Para que tenhamos música, diz-se que um dos elementos básicos do fenômeno deve ser obrigatoriamente a existência da pausa, do silêncio. É inevitável encaixarmos esse conceito em nosso convívio, na pausa própria da existência, concretizada no momento da contemplação. Enquanto uns tornam essa atividade uma atividade curricular – como com a yoga, essa contemplação programada na grade horária da sua semana – parece que se perdem as pausas na música diária de nossas vidas – para-se para contemplar às segundas, quartas e sextas, entre as 18h e as 19h30. Por eficiência e progresso deixamos de lado o primitivo, essa folha em branco que não suportamos contemplar e que nos provoca a ‘intervir’. Somos eficientes, e como somos! Sonia Marques, em artigo para a revista Será? no último mês de setembro, mencionou algo parecido:
“O que me faz pensar que alguns artistas contemporâneos e sobretudo muito dos que reivindicam fazer arte urbana sofrem de fobia do vazio. Mas é possível que uma nova onda surja de artistas querendo ouvir o silêncio e apreciando a delicadeza do vazio.”

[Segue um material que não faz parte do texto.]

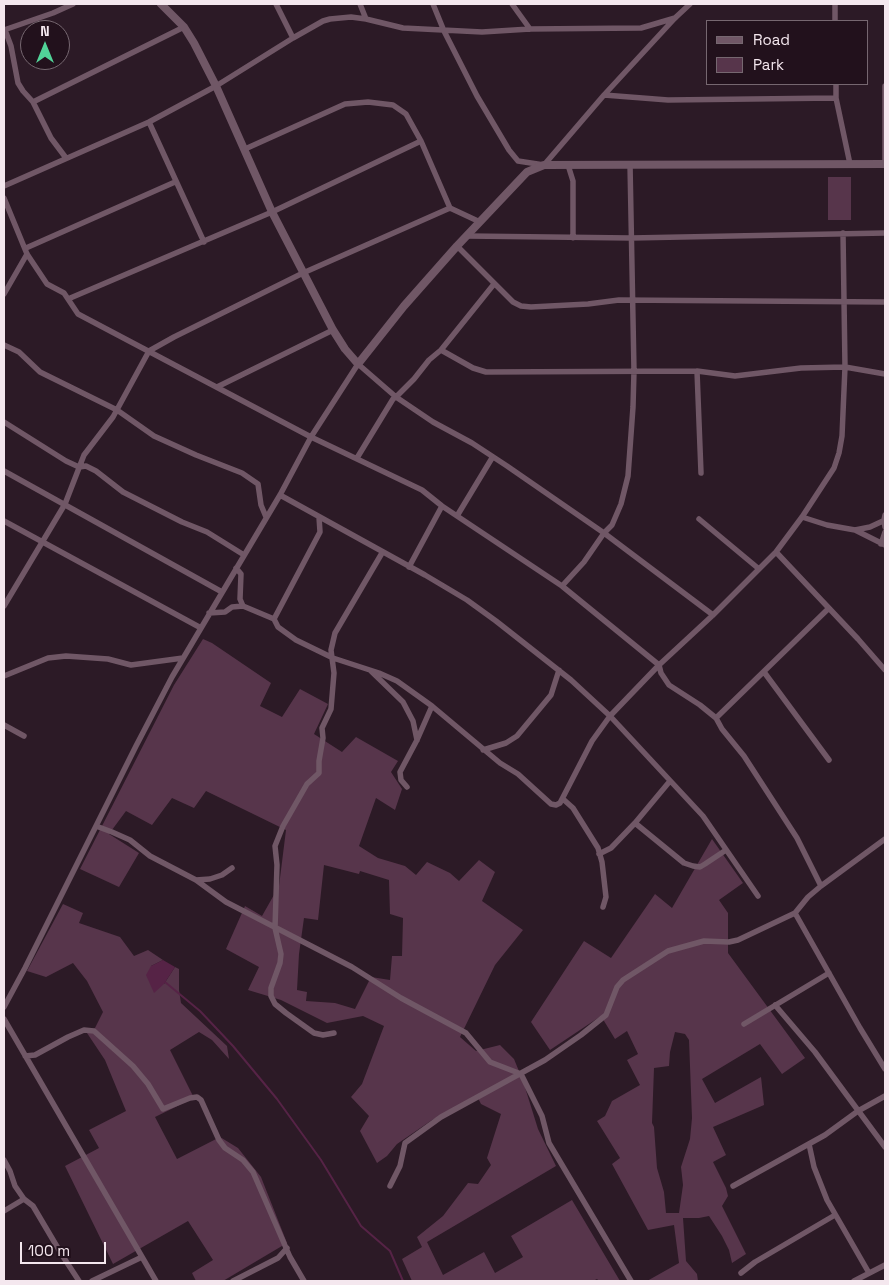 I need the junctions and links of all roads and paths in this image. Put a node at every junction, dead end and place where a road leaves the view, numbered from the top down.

Mas como vocês devem se lembrar, eu comecei este texto falando sobre a arte de rua que entra em nossas vidas sem pedir licença, sem que necessariamente tenhamos dado a permissão para tal. De fato, talvez uma obra não entre em nossas mentes sem uma mínima permissão inconsciente. Talvez ir ao museu não seja garantia de ser atingido por significados novos e misteriosos. Ademais, quantas não são as coisas que nos invadem dia após dia, nesse contexto de caos e barulho que é a nossa existência urbana? Por que, devemos pensar, a arte não seria diferente?
Mas quem sabe fosse o momento de pensar um pouco sobre esse vazio, essa pausa. Num mundo tão cheio de significados – me corrijo, num mundo com excesso de significados – parece tentador voltarmos a redescobrir o valor do vazio. Ao mesmo tempo em que respeitamos (e, desconfio, valorizamos cada vez mais) o trabalho de artistas que intervém no espaço urbano, mostrando aos nossos olhos nossas próprias imperfeições, comédias e tragédias, até que ponto não estaríamos nos tornando poluidores visuais, tal como Steadman? Nós, criados para rejeitar a poluição dos outdoors e da publicidade carniceira.
Retomando o princípio da distinção de Bourdieu evocado pela própria Sonia Marques, onde tudo está preenchido é o vazio que se destaca.
[1] Clique aqui para conferir a matéria.
[2] Fujo aqui das discussões de valores arquitetônicos frente a intervenções ou grafites, esse é um problema que rende um artigo por si só.
[3] Cartunista inglês nascido em 1936. Publicou seu trabalho em meios como The New York Times e Rolling Stone.